Start of Block
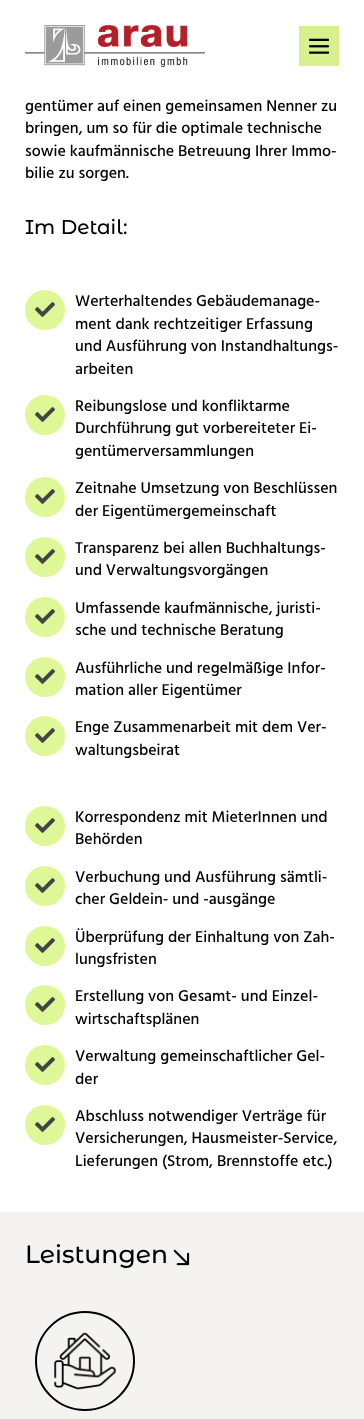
<svg xmlns="http://www.w3.org/2000/svg" width="364" height="1419">
	<rect width="100%" height="100%" fill="#FFFFFF" />
	<image x="25" y="25" width="180" height="43" href="assets/img1.png" />
	<rect x="299" y="26" width="40" height="40" fill="#D7F18F" />
	<image x="309" y="38" width="20" height="16" href="assets/img2.png" />
	<g font-family="Hind Madurai" font-size="16" font-weight="500" fill="#000000">
		<text x="25" y="111">gentümer auf einen gemeinsamen Nenner zu</text>
		<text x="25" y="133">bringen, um so für die optimale technische</text>
		<text x="25" y="156">sowie kaufmännische Betreuung Ihrer Immo-</text>
		<text x="25" y="178">bilie zu sorgen.</text>
	</g>
	<text x="25" y="234" font-family="Montserrat Alternates" font-size="20" font-weight="500" fill="#000000">Im Detail:</text>
	<circle cx="45" cy="310" r="20" fill="#DEF897" />
	<image x="35" y="302" width="20" height="15" href="assets/img3.png" />
	<g font-family="Hind Madurai" font-size="16" font-weight="500" fill="#000000">
		<text x="75" y="306">Werterhaltendes Gebäudemanage-</text>
		<text x="75" y="329">ment dank rechtzeitiger Erfassung</text>
		<text x="75" y="351">und Ausführung von Instandhaltungs-</text>
		<text x="75" y="374">arbeiten</text>
	</g>
	<circle cx="45" cy="415" r="20" fill="#DEF897" />
	<image x="35" y="407" width="20" height="15" href="assets/img3.png" />
	<g font-family="Hind Madurai" font-size="16" font-weight="500" fill="#000000">
		<text x="75" y="411">Reibungslose und konfliktarme</text>
		<text x="75" y="433">Durchführung gut vorbereiteter Ei-</text>
		<text x="75" y="456">gentümerversammlungen</text>
	</g>
	<circle cx="45" cy="497" r="20" fill="#DEF897" />
	<image x="35" y="489" width="20" height="15" href="assets/img3.png" />
	<g font-family="Hind Madurai" font-size="16" font-weight="500" fill="#000000">
		<text x="75" y="493">Zeitnahe Umsetzung von Beschlüssen</text>
		<text x="75" y="516">der Eigentümergemeinschaft</text>
	</g>
	<circle cx="45" cy="557" r="20" fill="#DEF897" />
	<image x="35" y="549" width="20" height="15" href="assets/img3.png" />
	<g font-family="Hind Madurai" font-size="16" font-weight="500" fill="#000000">
		<text x="75" y="553">Transparenz bei allen Buchhaltungs-</text>
		<text x="75" y="575">und Verwaltungsvorgängen</text>
	</g>
	<circle cx="45" cy="617" r="20" fill="#DEF897" />
	<image x="35" y="609" width="20" height="15" href="assets/img3.png" />
	<g font-family="Hind Madurai" font-size="16" font-weight="500" fill="#000000">
		<text x="75" y="613">Umfassende kaufmännische, juristi-</text>
		<text x="75" y="635">sche und technische Beratung</text>
	</g>
	<circle cx="45" cy="677" r="20" fill="#DEF897" />
	<image x="35" y="669" width="20" height="15" href="assets/img3.png" />
	<g font-family="Hind Madurai" font-size="16" font-weight="500" fill="#000000">
		<text x="75" y="673">Ausführliche und regelmäßige Infor-</text>
		<text x="75" y="695">mation aller Eigentümer</text>
	</g>
	<circle cx="45" cy="736" r="20" fill="#DEF897" />
	<image x="35" y="728" width="20" height="15" href="assets/img3.png" />
	<g font-family="Hind Madurai" font-size="16" font-weight="500" fill="#000000">
		<text x="75" y="732">Enge Zusammenarbeit mit dem Ver-</text>
		<text x="75" y="755">waltungsbeirat</text>
	</g>
	<circle cx="45" cy="826" r="20" fill="#DEF897" />
	<image x="35" y="818" width="20" height="15" href="assets/img3.png" />
	<g font-family="Hind Madurai" font-size="16" font-weight="500" fill="#000000">
		<text x="75" y="822">Korrespondenz mit MieterInnen und</text>
		<text x="75" y="844">Behörden</text>
	</g>
	<circle cx="45" cy="886" r="20" fill="#DEF897" />
	<image x="35" y="878" width="20" height="15" href="assets/img3.png" />
	<g font-family="Hind Madurai" font-size="16" font-weight="500" fill="#000000">
		<text x="75" y="882">Verbuchung und Ausführung sämtli-</text>
		<text x="75" y="904">cher Geldein- und -ausgänge</text>
	</g>
	<circle cx="45" cy="946" r="20" fill="#DEF897" />
	<image x="35" y="938" width="20" height="15" href="assets/img3.png" />
	<g font-family="Hind Madurai" font-size="16" font-weight="500" fill="#000000">
		<text x="75" y="942">Überprüfung der Einhaltung von Zah-</text>
		<text x="75" y="964">lungsfristen</text>
	</g>
	<circle cx="45" cy="1005" r="20" fill="#DEF897" />
	<image x="35" y="997" width="20" height="15" href="assets/img3.png" />
	<g font-family="Hind Madurai" font-size="16" font-weight="500" fill="#000000">
		<text x="75" y="1001">Erstellung von Gesamt- und Einzel-</text>
		<text x="75" y="1024">wirtschaftsplänen</text>
	</g>
	<circle cx="45" cy="1065" r="20" fill="#DEF897" />
	<image x="35" y="1057" width="20" height="15" href="assets/img3.png" />
	<g font-family="Hind Madurai" font-size="16" font-weight="500" fill="#000000">
		<text x="75" y="1061">Verwaltung gemeinschaftlicher Gel-</text>
		<text x="75" y="1084">der</text>
	</g>
	<circle cx="45" cy="1125" r="20" fill="#DEF897" />
	<image x="35" y="1117" width="20" height="15" href="assets/img3.png" />
	<g font-family="Hind Madurai" font-size="16" font-weight="500" fill="#000000">
		<text x="75" y="1121">Abschluss notwendiger Verträge für</text>
		<text x="75" y="1143">Versicherungen, Hausmeister-Service,</text>
		<text x="75" y="1166">Lieferungen (Strom, Brennstoffe etc.)</text>
	</g>
	<rect x="0" y="1212" width="364" height="207" fill="#F5F3EF" />
	<text x="25" y="1263" font-family="Montserrat Alternates" font-size="25" font-weight="500" fill="#000000">Leistungen</text>
	<image x="173" y="1249" width="17" height="17" href="assets/img4.png" />
	<circle cx="85" cy="1361" r="49" fill="none" stroke="#000000" stroke-width="2" />
	<image x="54" y="1332" width="62" height="58" href="assets/img5.png" />
</svg>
End of Block
Scan the entries above for the word "rect", then copy every line in which it occurs.

- Answer section -
	<rect width="100%" height="100%" fill="#FFFFFF" />
	<rect x="299" y="26" width="40" height="40" fill="#D7F18F" />
	<rect x="0" y="1212" width="364" height="207" fill="#F5F3EF" />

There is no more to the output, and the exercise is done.